En l'espèce, M. R. justifie de sa qualité de personne physique exerçant une activité professionnelle indépendante par la production de son inscription au SIRENE depuis le 10 octobre 2014 pour une activité de conseil pour les affaires et autres conseils de gestion au vu du certificat d'inscription au Répertoire des Entreprises et des Etablissements établi par l'INSEE du 24 octobre 2014.

Les textes ci-dessus rappelés n'exigent aucune condition de durée d'exercice de l'activité par la personne qui sollicite l'ouverture d'une procédure collective à son égard ; ils posent comme condition d'ouverture la justification de la qualité de personne physique exerçant une activité professionnelle indépendante, et l'exercice effectif de cette activité.

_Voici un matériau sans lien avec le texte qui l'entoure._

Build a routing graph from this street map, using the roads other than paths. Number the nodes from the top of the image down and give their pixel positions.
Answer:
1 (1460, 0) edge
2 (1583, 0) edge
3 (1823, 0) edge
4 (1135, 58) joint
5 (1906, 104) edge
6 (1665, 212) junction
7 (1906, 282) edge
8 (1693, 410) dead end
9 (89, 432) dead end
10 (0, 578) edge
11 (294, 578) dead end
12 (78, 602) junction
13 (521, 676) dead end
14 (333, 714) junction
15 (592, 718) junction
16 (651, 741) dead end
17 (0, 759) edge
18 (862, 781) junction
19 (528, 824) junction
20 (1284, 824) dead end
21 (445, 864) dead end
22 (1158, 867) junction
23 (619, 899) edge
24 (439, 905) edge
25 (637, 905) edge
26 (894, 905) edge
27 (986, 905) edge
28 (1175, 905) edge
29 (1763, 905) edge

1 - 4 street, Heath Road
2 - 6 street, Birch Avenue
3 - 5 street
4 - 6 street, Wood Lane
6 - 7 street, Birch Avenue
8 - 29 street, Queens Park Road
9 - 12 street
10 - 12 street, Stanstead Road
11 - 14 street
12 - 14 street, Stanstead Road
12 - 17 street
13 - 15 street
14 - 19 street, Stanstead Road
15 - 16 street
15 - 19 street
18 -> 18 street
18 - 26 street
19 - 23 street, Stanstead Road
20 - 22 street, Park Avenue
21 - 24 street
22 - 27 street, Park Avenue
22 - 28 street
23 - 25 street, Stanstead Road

A cet égard, M. R. verse aux débats des factures émises au mois de février 2016 à l'égard de l'entreprise Les déménagements L’ayant fait l'objet d'un règlement, ainsi qu'au mois de mars 2016.

Figure également au dossier de la cour une pièce évoquée par le ministère public dans ses conclusions, à savoir une lettre à l'entête des Déménageurs Bretons, de la SARL L., Mas des Garrigues Campagnan adressée en date du 04 mai 2016 à M. R. qui fait état du règlement des factures du 01er février 2016 pour un montant total de 3.625,82 €, 29 février 2016 pour un montant de 3.204 €, 29 mars 2016 pour un montant de 5.612,83 € et 29 avril 2016 pour un montant de 5.168,35 €.

Le règlement de la facture du 01er février 2016 est corroboré par le relevé bancaire de M. R

Enfin, M. R. produit une lettre de la société Rdt Rhodanien de Transit dont le siège social est à MARSEILLE du 18 février 2016 qui atteste des démarches commerciales de M. R. auprès d'elle depuis le début de l'année 2015.

Ces éléments suffisent à démontrer que M. R. exerce une profession libérale de conseil pour les affaires depuis le 10 octobre 2014.

Il s'ensuit que sa demande d'ouverture d'une procédure collective est recevable.

Le jugement entrepris sera par conséquent infirmé.

Au regard de l'importance du passif de M. R. d'un montant déclaré de 410.915 € tel qu'il résulte de la déclaration de son état de cessation des paiements du 10 février 2016 et du montant des avis à tiers détenteur du Trésor Public pour un montant de 23.432 €, il convient de constater l'état de cessation des paiements de M.R. au 17 mars 2016, date du jugement infirmé, étant précisé que le fait que des dettes ayant été contractées antérieurement à l'exercice de son activité libérale importe peu dès lors qu'à la date de sa déclaration d'état de cessation des paiements, M. R. avait la qualité de conseil pour les affaires et autres conseils de gestion.

Le ministère public requiert à titre principal l'ouverture d'une procédure de redressement judiciaire, M. R. ne produisant aucun avis d'imposition sur le revenu, aucun avis de taxe d'habitation permettant d'apprécier s'il est dans l'impossibilité manifeste de faire face à son passif exigible, soulignant que selon le jugement du tribunal d'instance du 08 janvier 2016, il devait conclure un CDD devant lui assurer 2.000 € par mois.

M. R. ne produit aucun document justificatif de sa situation financière et patrimoniale. Pour autant, au regard de l'importance du passif exigible de plus de 400.000 €, d'une part, de la précarité de sa situation financière en raison de la durée déterminée du contrat de travail et de la faiblesse des revenus mensuels, d'autre part face à ses dettes, le redressement de M. R. est manifestement impossible.

Il convient, dans ces conditions, de prononcer l'ouverture de la liquidation judiciaire de M. Hervé R..

PAR CES MOTIFS

Infirme le jugement entrepris en toutes ses dispositions,

Et statuant à nouveau,

Déclare recevable la demande d'ouverture d'une procédure collective de M. R.,

Fixe la date de la cessation des paiements de M. Hervé R. au 17 mars 2016;

Prononce l'ouverture de la liquidation judiciaire de M. Hervé R.;

Ordonne le renvoi de l'affaire devant le tribunal de grande instance de ROUEN aux fins de désignation des organes de la procédure collective;

Dit qu'en application de l'article R 661-7 du code de commerce, il sera procédé ,par le greffe de la cour d'appel , à la transmission d'une copie du présent arrêt au greffe du tribunal pour l'accomplissement des mesures de publicité prévues à l'article R621-8 du code de commerce .

Dit que les dépens de première instance et d'appel seront employés en frais privilégiés de procédure collective.